### Data for the task
== == ==

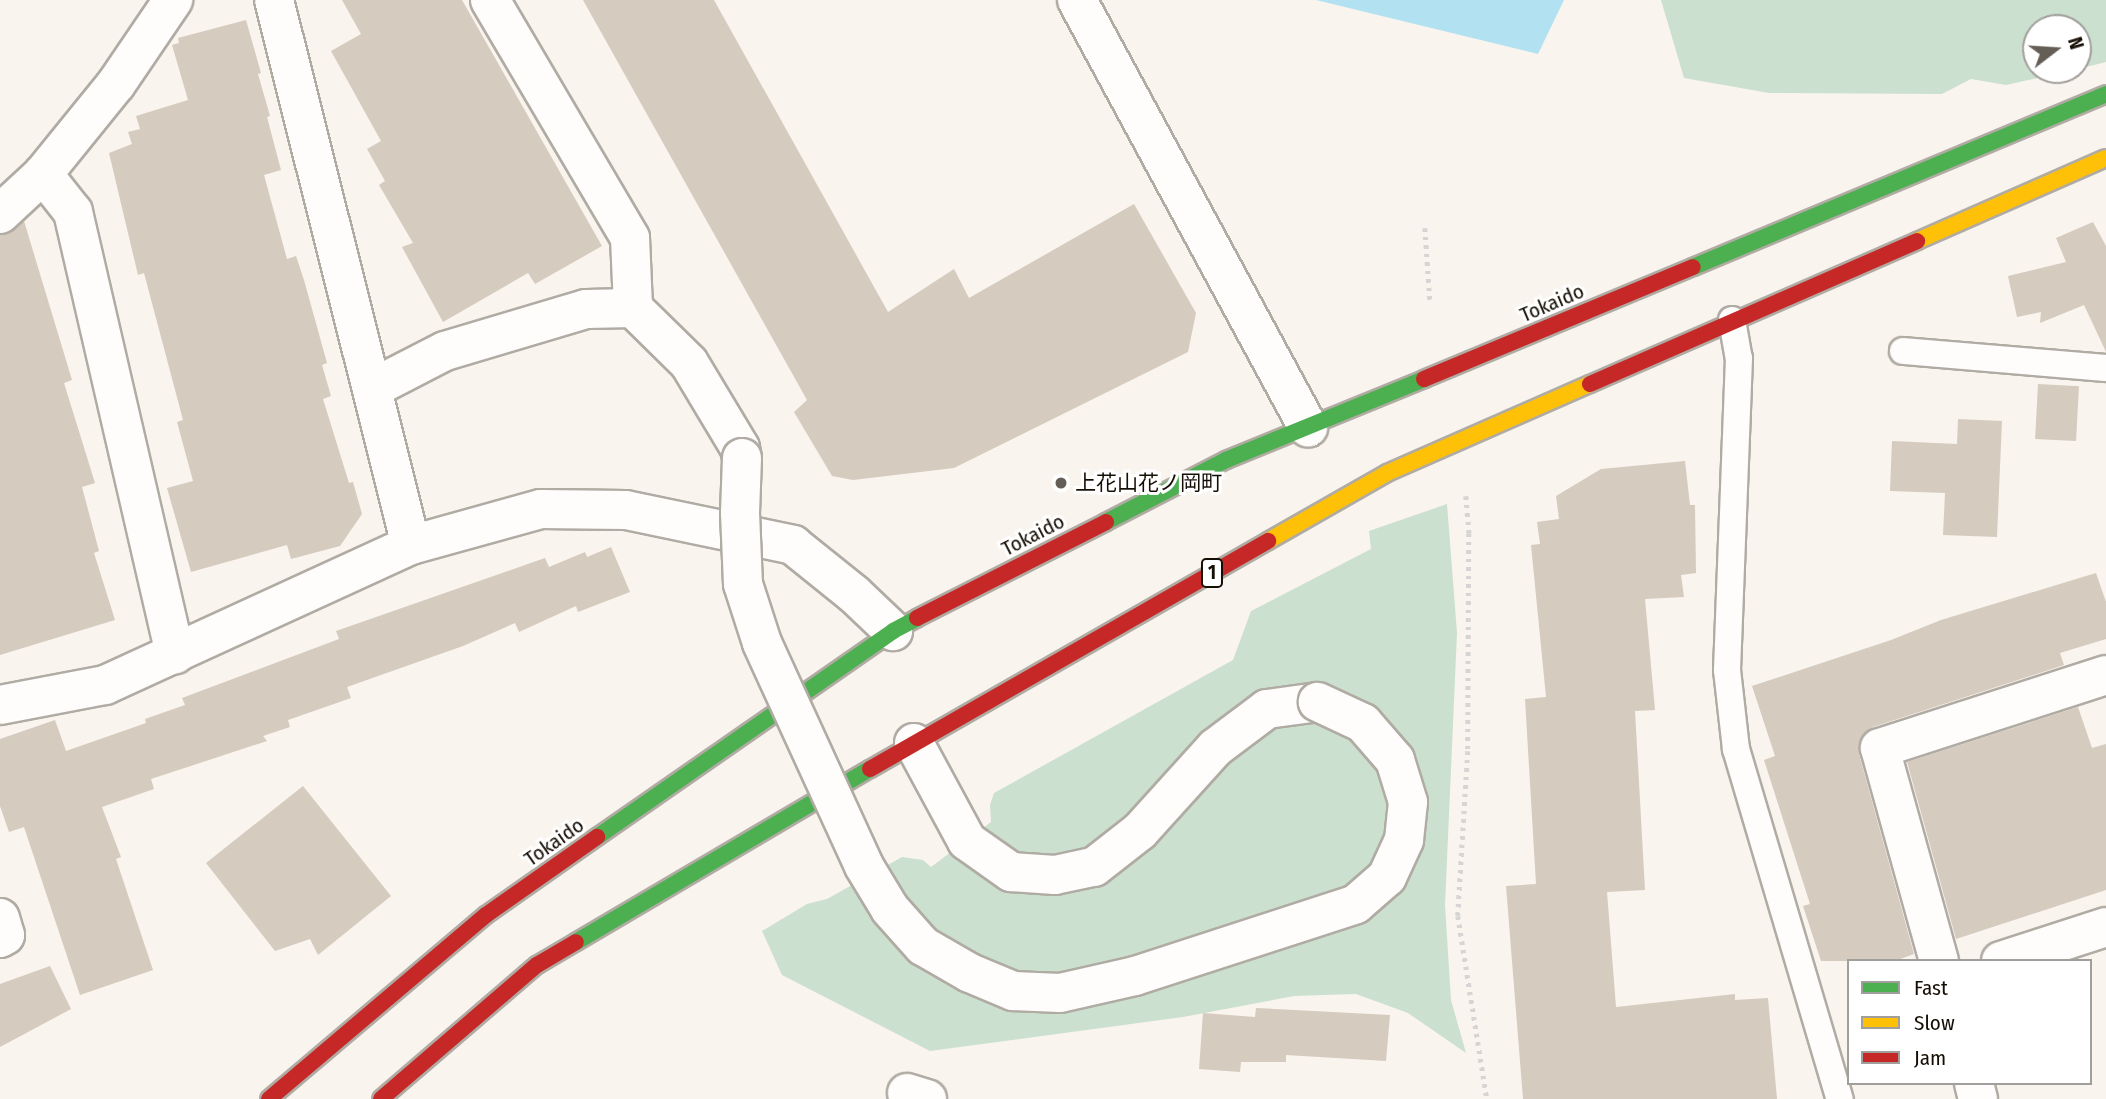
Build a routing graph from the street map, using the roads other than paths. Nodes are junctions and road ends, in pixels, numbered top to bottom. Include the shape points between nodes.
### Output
1 (173, 0) edge
2 (274, 0) edge
3 (490, 0) edge
4 (1087, 5) edge
5 (2106, 94) edge
6 (2106, 158) edge
7 (43, 174) junction
8 (0, 214) edge
9 (633, 308) junction
10 (1732, 320) junction
11 (1903, 351) dead end
12 (2106, 368) edge
13 (373, 388) junction
14 (1308, 428) junction
15 (411, 545) junction
16 (893, 631) junction
17 (175, 654) junction
18 (2106, 675) edge
19 (0, 705) edge
20 (914, 743) junction
21 (0, 918) edge
22 (2106, 927) edge
23 (0, 938) edge
24 (1938, 959) edge
25 (2007, 959) edge
26 (270, 1099) edge
27 (381, 1099) edge
28 (1840, 1099) edge

1 - 7 street via 116,84
2 - 13 street
3 - 9 street via 630,238
4 - 14 street
5 - 14 highway, Tokaido
6 - 10 highway, 1
7 - 8 street
7 - 17 street via 73,212
9 - 13 street via 586,309 445,351
9 - 20 street, bridge via 689,363 740,448 743,584 762,643 864,866 890,909 923,946 1013,991 1060,993 1135,976 1356,904 1387,877 1404,840 1408,802 1395,760 1363,723 1318,702 1267,709 1215,748 1140,831 1094,867 1055,875 1011,872 967,841
10 - 20 highway, 1 via 1387,473
10 - 28 lane via 1739,358 1727,670 1737,748
11 - 12 lane
13 - 15 street
14 - 16 highway, Tokaido via 1226,460
15 - 16 street via 541,509 626,510 793,545
15 - 17 street
16 - 26 highway, Tokaido via 486,915
17 - 19 street via 105,685
18 - 24 street via 1880,748
20 - 27 highway, 1 via 537,965
21 - 23 street via 5,935
22 - 25 street

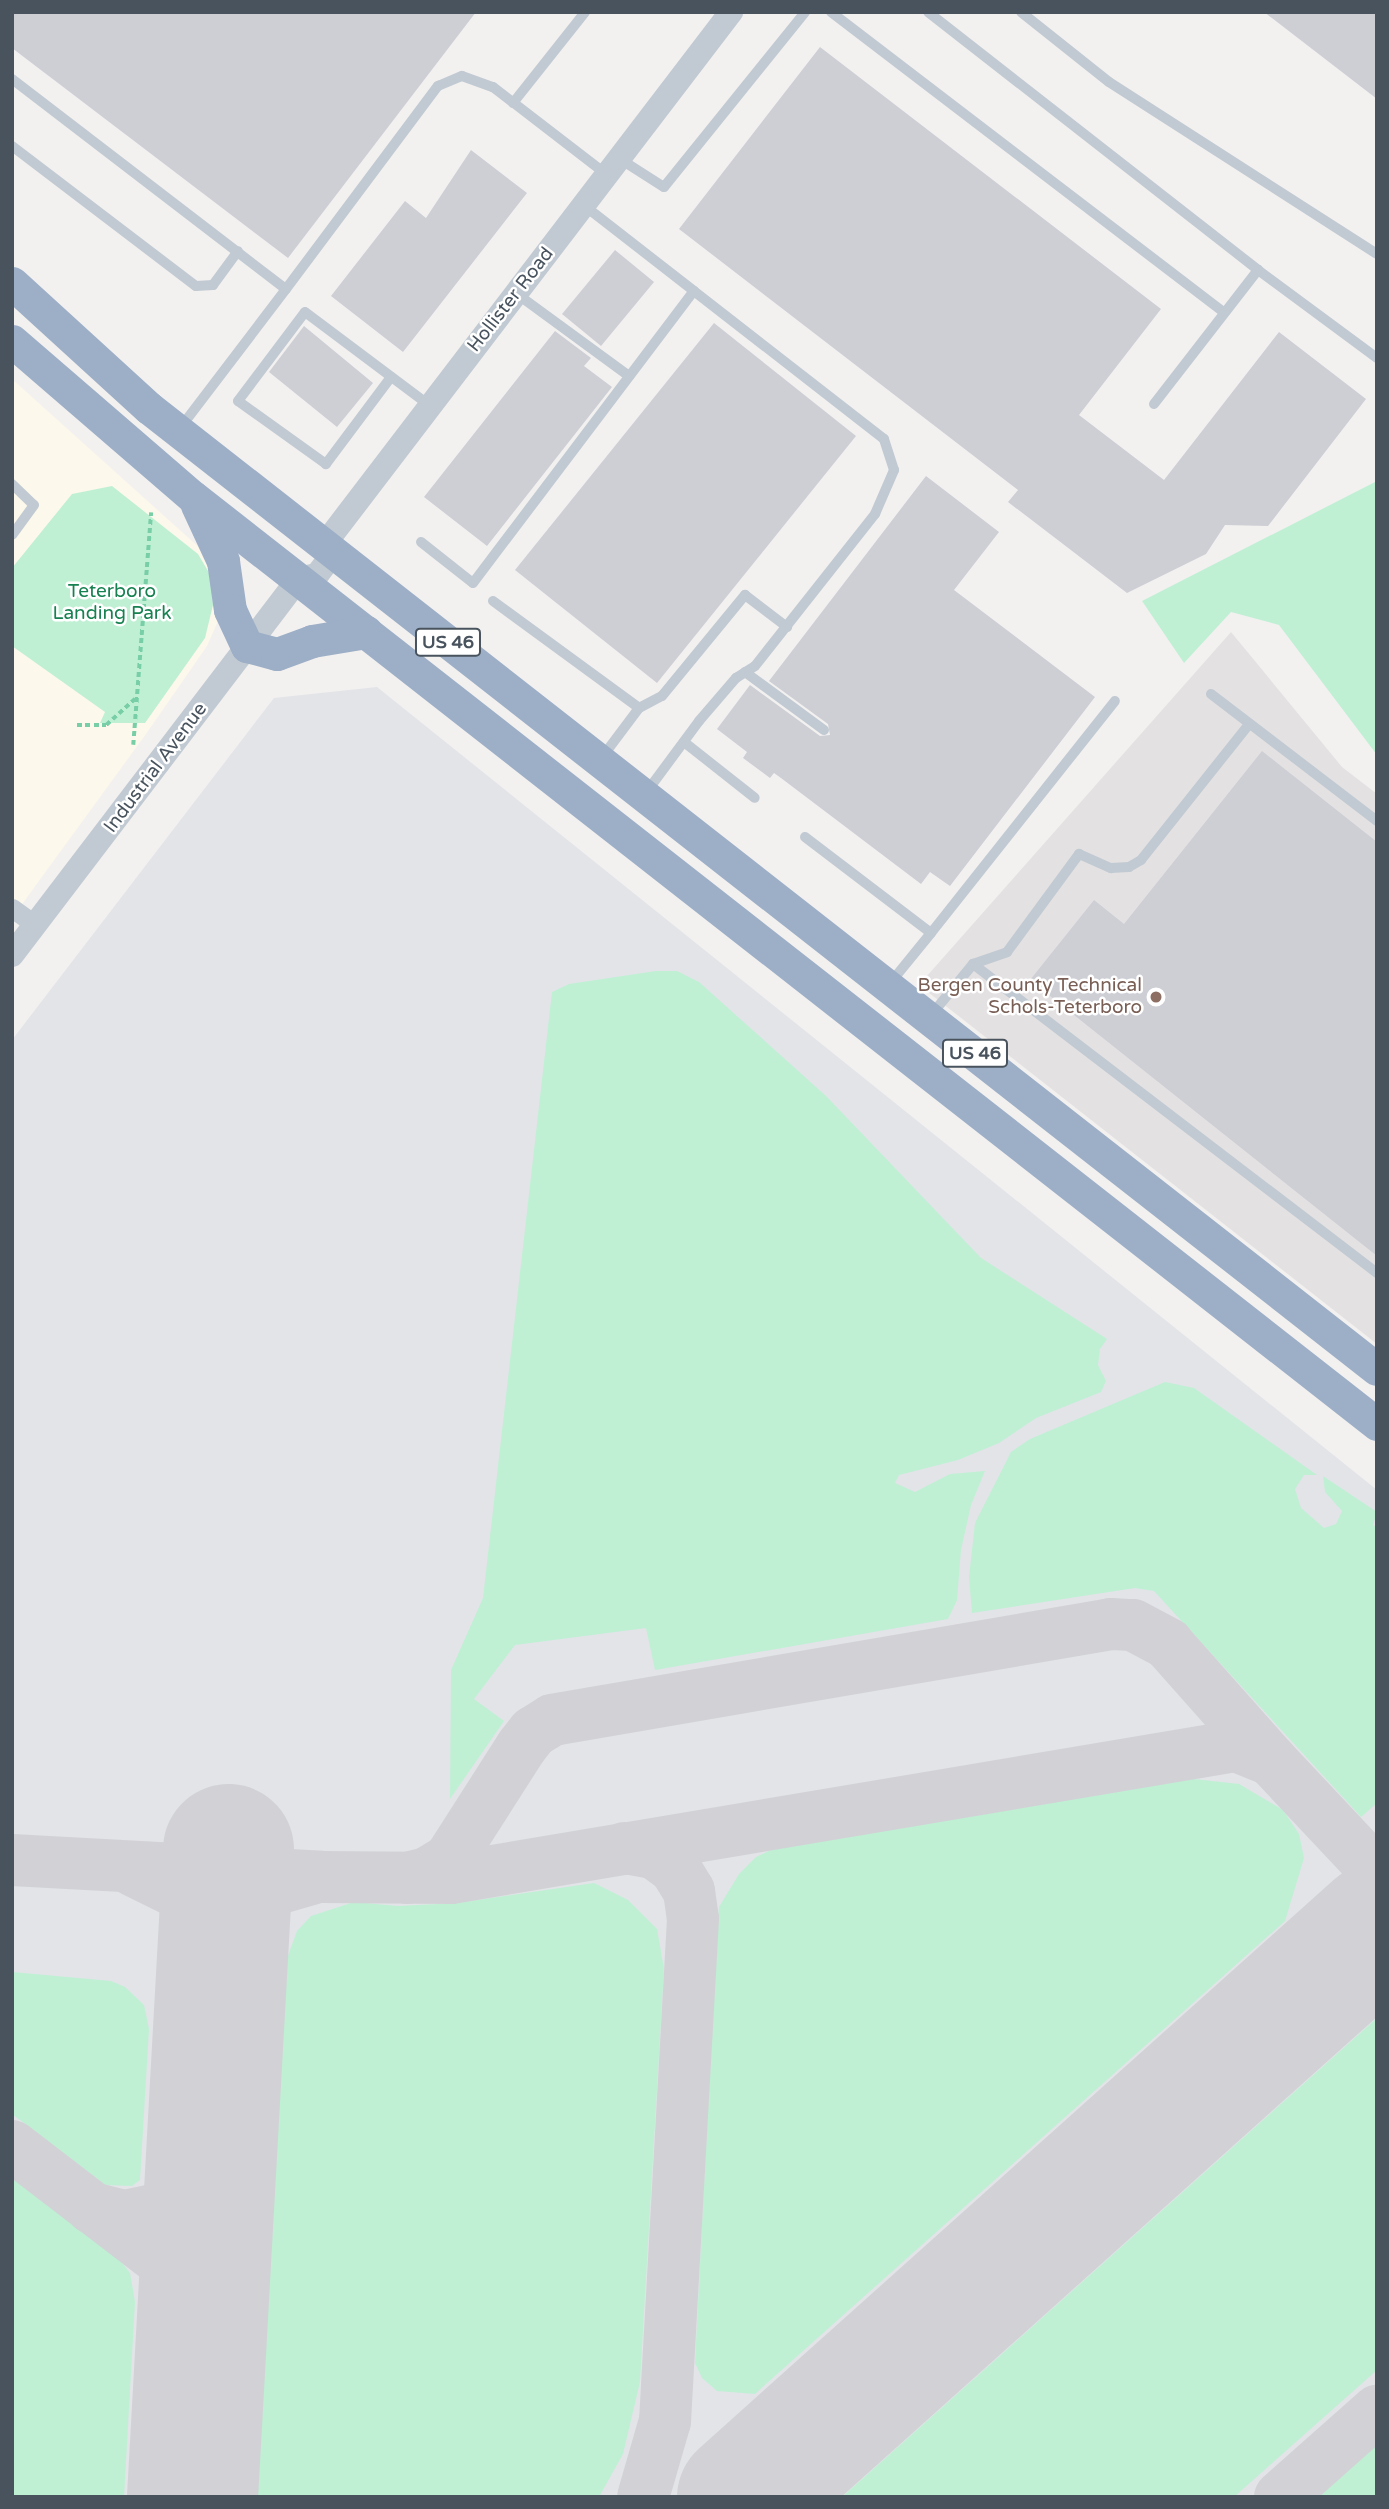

== == ==

Identify the lines of the data that contain the word "Tokaido". Copy each of them.

### Task solution
5 - 14 highway, Tokaido
14 - 16 highway, Tokaido via 1226,460
16 - 26 highway, Tokaido via 486,915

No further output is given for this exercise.